TASK STATEMENT ▸
Search the records for the string "graph" and copy every line in which it appears.

DATA EXTRACTS ▸
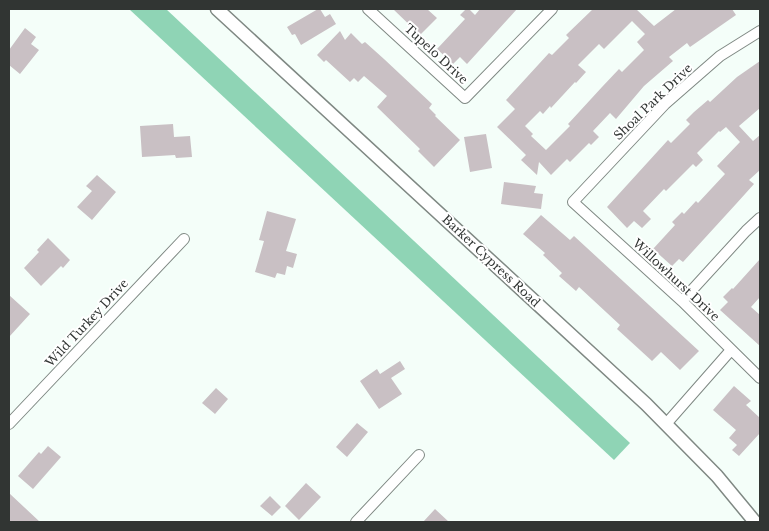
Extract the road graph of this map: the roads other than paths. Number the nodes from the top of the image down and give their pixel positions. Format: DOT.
graph roads {
  1 [pos="217,9"];
  2 [pos="368,9"];
  3 [pos="552,9"];
  4 [pos="760,31"];
  5 [pos="572,202"];
  6 [pos="760,218"];
  7 [pos="184,239"];
  8 [pos="682,302"];
  9 [pos="731,350"];
  10 [pos="760,378"];
  11 [pos="9,424"];
  12 [pos="666,424"];
  13 [pos="419,455"];
  14 [pos="356,522"];
  15 [pos="755,522"];
  1 -- 12 [label="street, Barker Cypress Road"];
  2 -- 3 [label="street, Tupelo Drive"];
  4 -- 5 [label="street, Shoal Park Drive"];
  5 -- 8 [label="street, Willowhurst Drive"];
  6 -- 8 [label="street"];
  7 -- 11 [label="street, Wild Turkey Drive"];
  8 -- 9 [label="street, Willowhurst Drive"];
  9 -- 10 [label="street, Willowhurst Drive"];
  9 -- 12 [label="street"];
  12 -- 15 [label="street, Barker Cypress Road"];
  13 -- 14 [label="street"];
}
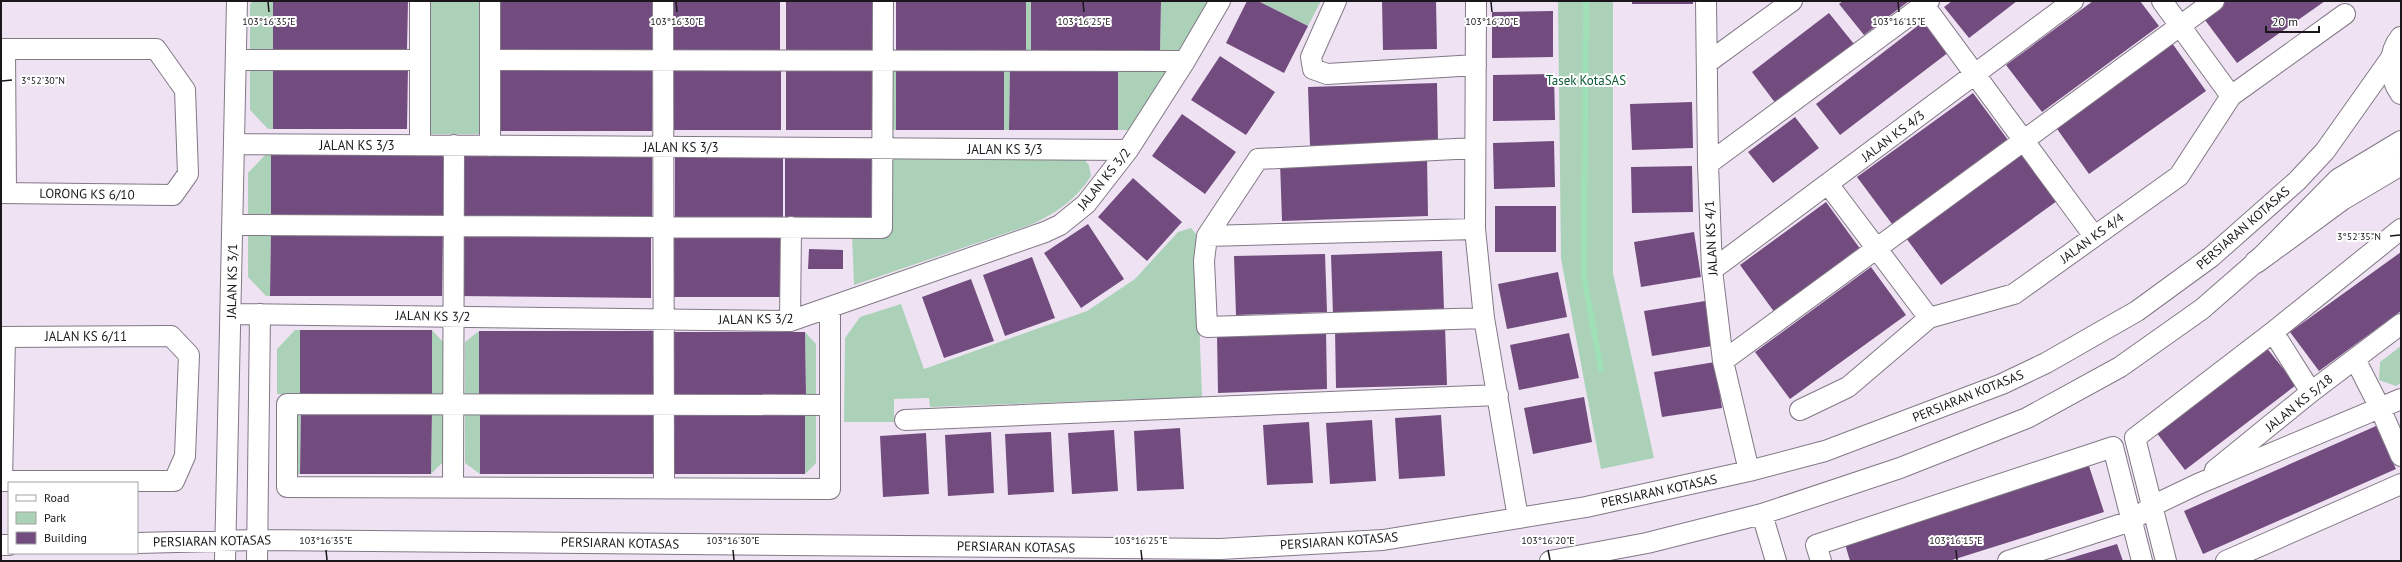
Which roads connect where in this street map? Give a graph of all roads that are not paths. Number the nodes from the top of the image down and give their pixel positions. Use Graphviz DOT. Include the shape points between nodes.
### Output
graph roads {
  1 [pos="237,1"];
  2 [pos="420,1"];
  3 [pos="490,1"];
  4 [pos="663,1"];
  5 [pos="883,1"];
  6 [pos="1220,1"];
  7 [pos="1336,1"];
  8 [pos="1476,1"];
  9 [pos="1706,1"];
  10 [pos="1792,1"];
  11 [pos="2073,1"];
  12 [pos="2162,1"];
  13 [pos="2214,1"];
  14 [pos="1925,2"];
  15 [pos="2346,14"];
  16 [pos="2180,26"];
  17 [pos="2397,46"];
  18 [pos="3,49"];
  19 [pos="236,60"];
  20 [pos="420,60"];
  21 [pos="491,60"];
  22 [pos="663,60"];
  23 [pos="882,61"];
  24 [pos="1185,62"];
  25 [pos="1708,64"];
  26 [pos="1476,65"];
  27 [pos="1975,74"];
  28 [pos="2401,94"];
  29 [pos="2231,96"];
  30 [pos="2024,140"];
  31 [pos="2401,141"];
  32 [pos="234,144"];
  33 [pos="420,145"];
  34 [pos="454,145"];
  35 [pos="490,146"];
  36 [pos="663,147"];
  37 [pos="883,148"];
  38 [pos="1475,148"];
  39 [pos="1128,150"];
  40 [pos="1708,164"];
  41 [pos="2401,164"];
  42 [pos="1828,184"];
  43 [pos="4,193"];
  44 [pos="233,225"];
  45 [pos="453,226"];
  46 [pos="663,227"];
  47 [pos="791,227"];
  48 [pos="1475,229"];
  49 [pos="2401,229"];
  50 [pos="1207,236"];
  51 [pos="2094,236"];
  52 [pos="1876,248"];
  53 [pos="2256,262"];
  54 [pos="1712,270"];
  55 [pos="830,309"];
  56 [pos="232,314"];
  57 [pos="260,314"];
  58 [pos="452,316"];
  59 [pos="1484,318"];
  60 [pos="1929,318"];
  61 [pos="664,319"];
  62 [pos="790,321"];
  63 [pos="2401,324"];
  64 [pos="2273,332"];
  65 [pos="3,337"];
  66 [pos="2355,359"];
  67 [pos="1723,361"];
  68 [pos="2312,392"];
  69 [pos="1498,395"];
  70 [pos="2401,399"];
  71 [pos="453,404"];
  72 [pos="664,405"];
  73 [pos="830,405"];
  74 [pos="2380,408"];
  75 [pos="1800,410"];
  76 [pos="905,420"];
  77 [pos="2401,456"];
  78 [pos="1749,471"];
  79 [pos="1,481"];
  80 [pos="2198,484"];
  81 [pos="2401,484"];
  82 [pos="453,488"];
  83 [pos="664,488"];
  84 [pos="2154,505"];
  85 [pos="1762,514"];
  86 [pos="1518,518"];
  87 [pos="2131,521"];
  88 [pos="225,540"];
  89 [pos="258,540"];
  90 [pos="138,542"];
  91 [pos="226,561"];
  92 [pos="257,561"];
  93 [pos="1550,561"];
  94 [pos="1776,561"];
  95 [pos="1821,561"];
  96 [pos="2008,561"];
  97 [pos="2142,561"];
  98 [pos="2166,561"];
  99 [pos="2226,561"];
  1 -- 19 [label="street, JALAN KS 3/1"];
  2 -- 20 [label="street"];
  3 -- 21 [label="street"];
  4 -- 22 [label="street"];
  5 -- 23 [label="street"];
  6 -- 24 [label="street, JALAN KS 3/2"];
  7 -- 26 [label="street" via="1311,57 1312,69 1327,74"];
  8 -- 26 [label="street"];
  9 -- 25 [label="street, JALAN KS 4/1"];
  10 -- 25 [label="street"];
  11 -- 27 [label="street, JALAN KS 4/3"];
  12 -- 16 [label="street"];
  13 -- 16 [label="street"];
  14 -- 27 [label="street"];
  14 -- 40 [label="street"];
  15 -- 29 [label="street, JALAN KS 4/4"];
  16 -- 29 [label="street"];
  16 -- 30 [label="street"];
  17 -- 28 [label="main road, PERSIARAN KOTASAS" via="2392,71"];
  17 -- 78 [label="street, PERSIARAN KOTASAS" via="2325,150 2297,181 2211,257 2137,311 2046,364 2002,384 1825,451"];
  18 -- 43 [label="street"];
  18 -- 43 [label="street, LORONG KS 6/10" via="156,49 184,90 188,174 173,195"];
  19 -- 20 [label="street"];
  19 -- 32 [label="street, JALAN KS 3/1"];
  20 -- 33 [label="street"];
  21 -- 22 [label="street"];
  21 -- 35 [label="street"];
  22 -- 23 [label="street"];
  22 -- 36 [label="street"];
  23 -- 24 [label="street"];
  23 -- 37 [label="street"];
  24 -- 39 [label="street, JALAN KS 3/2"];
  25 -- 40 [label="street, JALAN KS 4/1"];
  26 -- 38 [label="street"];
  27 -- 30 [label="street"];
  27 -- 42 [label="street, JALAN KS 4/3"];
  29 -- 51 [label="street, JALAN KS 4/4" via="2179,176"];
  30 -- 51 [label="street"];
  30 -- 52 [label="street"];
  31 -- 53 [label="street" via="2338,179"];
  32 -- 33 [label="street, JALAN KS 3/3"];
  32 -- 44 [label="street, JALAN KS 3/1"];
  33 -- 34 [label="street, JALAN KS 3/3"];
  34 -- 35 [label="street, JALAN KS 3/3"];
  34 -- 45 [label="street"];
  35 -- 36 [label="street, JALAN KS 3/3"];
  36 -- 37 [label="street, JALAN KS 3/3"];
  36 -- 46 [label="street"];
  37 -- 39 [label="street, JALAN KS 3/3"];
  37 -- 47 [label="street" via="882,228"];
  38 -- 48 [label="street"];
  38 -- 50 [label="street" via="1258,159"];
  39 -- 55 [label="street, JALAN KS 3/2" via="1086,204 1060,225 1014,244"];
  40 -- 54 [label="street, JALAN KS 4/1"];
  41 -- 53 [label="main road" via="2342,199"];
  42 -- 52 [label="street"];
  42 -- 54 [label="street, JALAN KS 4/3"];
  44 -- 45 [label="street"];
  44 -- 56 [label="street, JALAN KS 3/1"];
  45 -- 46 [label="street"];
  45 -- 58 [label="street"];
  46 -- 47 [label="street"];
  46 -- 61 [label="street"];
  47 -- 62 [label="street"];
  48 -- 50 [label="street"];
  48 -- 59 [label="street"];
  49 -- 64 [label="street"];
  50 -- 59 [label="street" via="1204,261 1207,327"];
  51 -- 60 [label="street, JALAN KS 4/4" via="2014,294"];
  52 -- 60 [label="street"];
  52 -- 67 [label="street"];
  53 -- 85 [label="street" via="2202,309 2120,367 2027,418 1900,468"];
  54 -- 67 [label="street, JALAN KS 4/1"];
  55 -- 62 [label="street, JALAN KS 3/2"];
  55 -- 73 [label="street"];
  56 -- 57 [label="street, JALAN KS 3/2"];
  56 -- 88 [label="street, JALAN KS 3/1"];
  57 -- 58 [label="street, JALAN KS 3/2"];
  57 -- 89 [label="street"];
  58 -- 61 [label="street, JALAN KS 3/2"];
  58 -- 71 [label="street"];
  59 -- 69 [label="street"];
  60 -- 75 [label="street, JALAN KS 4/4" via="1848,387"];
  61 -- 62 [label="street, JALAN KS 3/2"];
  61 -- 72 [label="street"];
  63 -- 66 [label="street, JALAN KS 5/18"];
  64 -- 68 [label="street"];
  64 -- 84 [label="street" via="2135,438"];
  65 -- 79 [label="street"];
  65 -- 79 [label="street, JALAN KS 6/11" via="171,336 189,355 185,456 174,481"];
  66 -- 68 [label="street, JALAN KS 5/18"];
  66 -- 74 [label="street"];
  67 -- 78 [label="street, JALAN KS 4/1"];
  68 -- 80 [label="street, JALAN KS 5/18"];
  69 -- 76 [label="street"];
  69 -- 86 [label="street"];
  70 -- 74 [label="street, JALAN KS 5/18"];
  71 -- 72 [label="street"];
  71 -- 82 [label="street"];
  71 -- 82 [label="street" via="287,404 287,487"];
  72 -- 73 [label="street"];
  72 -- 83 [label="street"];
  73 -- 83 [label="street" via="830,489"];
  74 -- 77 [label="street"];
  74 -- 80 [label="street, JALAN KS 5/18"];
  78 -- 86 [label="street, PERSIARAN KOTASAS" via="1586,507"];
  80 -- 84 [label="street, JALAN KS 5/18"];
  81 -- 99 [label="street"];
  82 -- 83 [label="street"];
  84 -- 87 [label="street, JALAN KS 5/18"];
  84 -- 98 [label="street"];
  85 -- 93 [label="street" via="1647,543"];
  85 -- 94 [label="street"];
  86 -- 89 [label="street, PERSIARAN KOTASAS" via="1383,540 1220,549"];
  87 -- 95 [label="street" via="2113,447 1816,545"];
  87 -- 96 [label="street, JALAN KS 5/18"];
  87 -- 97 [label="street"];
  88 -- 89 [label="street, PERSIARAN KOTASAS"];
  88 -- 90 [label="street, PERSIARAN KOTASAS"];
  88 -- 91 [label="street, JALAN KS 3/1"];
  89 -- 92 [label="street"];
}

FINAL ANSWER ▸
Extract the road graph of this map: the roads other than paths. Number the nodes from the top of the image down and give their pixel positions. Format: DOT.
graph roads {
Which roads connect where in this street map? Give a graph of all roads that are not paths. Number the nodes from the top of the image down and give their pixel positions. Use Graphviz DOT. Include the shape points between nodes.
graph roads {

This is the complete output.